Saved entries
<<<<

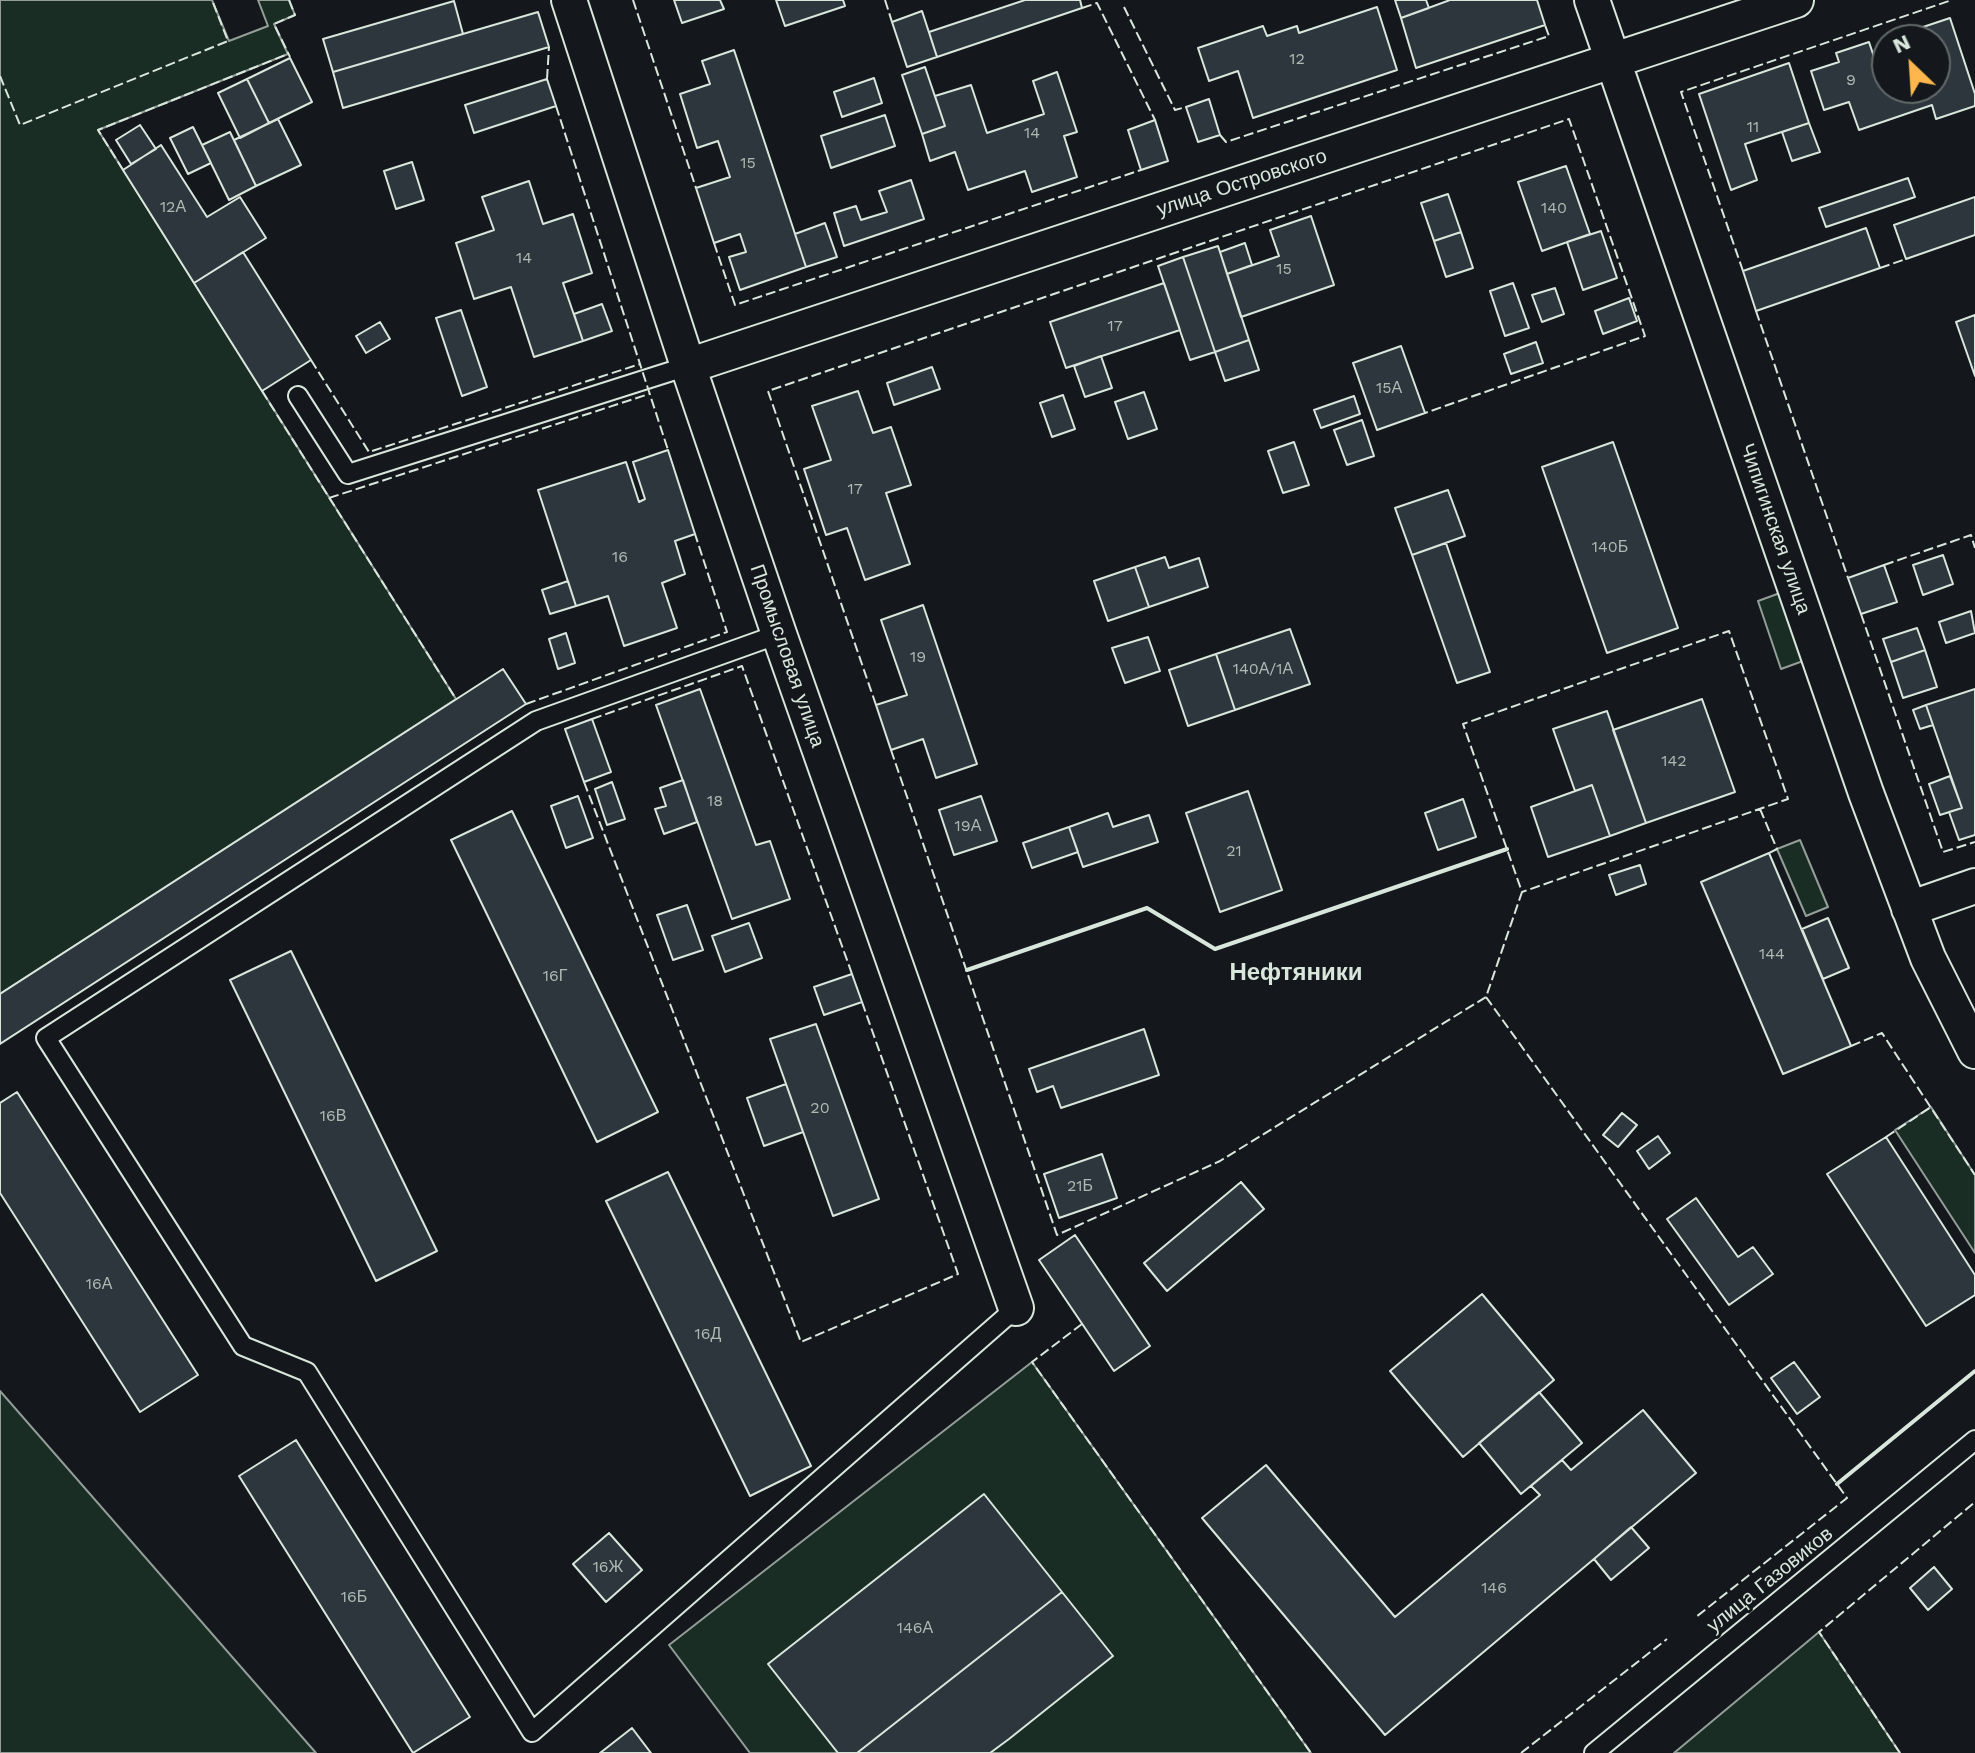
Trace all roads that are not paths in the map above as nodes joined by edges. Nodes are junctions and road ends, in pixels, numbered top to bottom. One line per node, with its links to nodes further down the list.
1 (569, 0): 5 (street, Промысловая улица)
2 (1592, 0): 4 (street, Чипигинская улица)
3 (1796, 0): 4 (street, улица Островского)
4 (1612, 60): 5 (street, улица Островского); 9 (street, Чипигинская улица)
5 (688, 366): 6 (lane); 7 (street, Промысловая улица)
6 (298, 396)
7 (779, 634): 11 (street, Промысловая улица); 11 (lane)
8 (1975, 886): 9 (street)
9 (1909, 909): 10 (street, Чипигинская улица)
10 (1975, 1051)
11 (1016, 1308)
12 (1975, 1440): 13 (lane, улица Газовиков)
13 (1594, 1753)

>>>>

What you produce should repeat the data word for word while omitting all images.

RESPONSE BOX
Trace all roads that are not paths in the map above as nodes joined by edges. Nodes are junctions and road ends, in pixels, numbered top to bottom. One line per node, with its links to nodes further down the list.
1 (569, 0): 5 (street, Промысловая улица)
2 (1592, 0): 4 (street, Чипигинская улица)
3 (1796, 0): 4 (street, улица Островского)
4 (1612, 60): 5 (street, улица Островского); 9 (street, Чипигинская улица)
5 (688, 366): 6 (lane); 7 (street, Промысловая улица)
6 (298, 396)
7 (779, 634): 11 (street, Промысловая улица); 11 (lane)
8 (1975, 886): 9 (street)
9 (1909, 909): 10 (street, Чипигинская улица)
10 (1975, 1051)
11 (1016, 1308)
12 (1975, 1440): 13 (lane, улица Газовиков)
13 (1594, 1753)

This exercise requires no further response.